### Materials provided:
[Start of section]
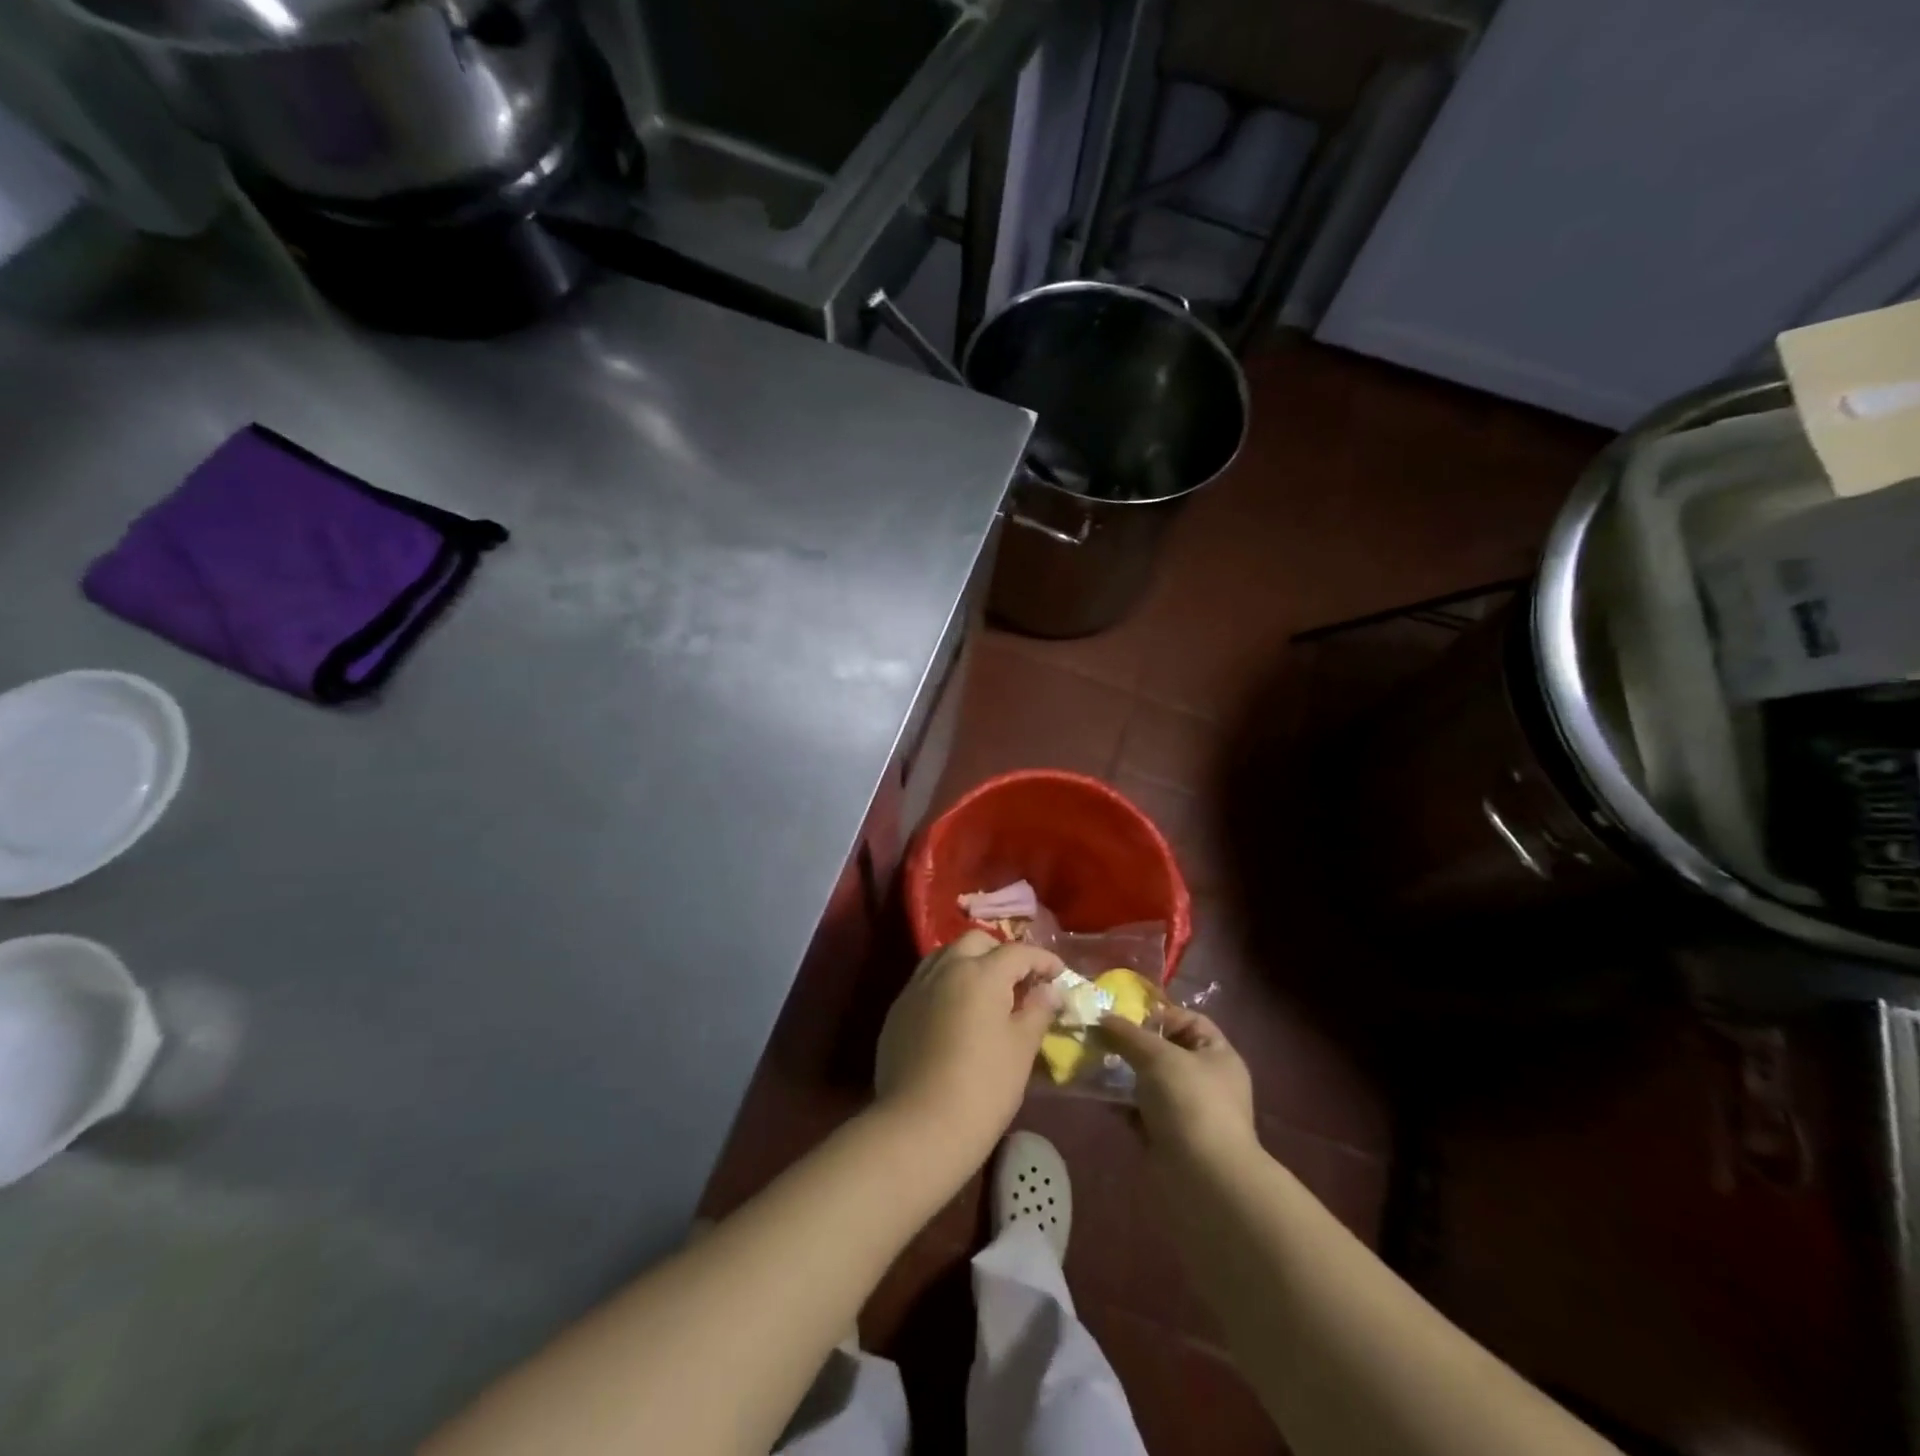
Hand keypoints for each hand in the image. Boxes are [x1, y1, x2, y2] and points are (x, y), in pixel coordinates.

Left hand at [875, 931, 1061, 1157]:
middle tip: (1019, 981)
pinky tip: (955, 1013)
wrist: (920, 1126)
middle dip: (1001, 953)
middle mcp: (945, 968)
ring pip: (946, 955)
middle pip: (976, 941)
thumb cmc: (983, 1086)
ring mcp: (916, 987)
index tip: (1059, 974)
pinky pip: (926, 981)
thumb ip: (1037, 1010)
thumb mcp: (1022, 1048)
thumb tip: (1048, 990)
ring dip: (970, 963)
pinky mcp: (898, 1010)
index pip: (1018, 952)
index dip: (1043, 960)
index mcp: (981, 972)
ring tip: (986, 992)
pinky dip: (946, 984)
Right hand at [1101, 1004, 1256, 1162]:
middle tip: (1101, 1039)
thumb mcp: (1157, 1055)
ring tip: (1094, 1064)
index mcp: (1217, 1055)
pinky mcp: (1168, 1137)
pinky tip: (1099, 1095)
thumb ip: (1127, 1034)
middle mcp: (1206, 1080)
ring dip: (1123, 1073)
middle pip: (1165, 1050)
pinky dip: (1122, 1103)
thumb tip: (1102, 1019)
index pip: (1188, 1020)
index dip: (1158, 1015)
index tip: (1125, 1019)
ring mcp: (1188, 1111)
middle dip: (1133, 1045)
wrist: (1203, 1178)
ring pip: (1149, 1081)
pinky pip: (1141, 1110)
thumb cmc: (1189, 1102)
[End of section]
### Task objective:
The required answer is each line of the data in which the word "middle" appears.

### Output of the task:
middle tip: (1019, 981)
middle dip: (1001, 953)
middle mcp: (945, 968)
middle pip: (976, 941)
middle tip: (1101, 1039)
middle mcp: (1206, 1080)
middle pip: (1165, 1050)
middle dip: (1133, 1045)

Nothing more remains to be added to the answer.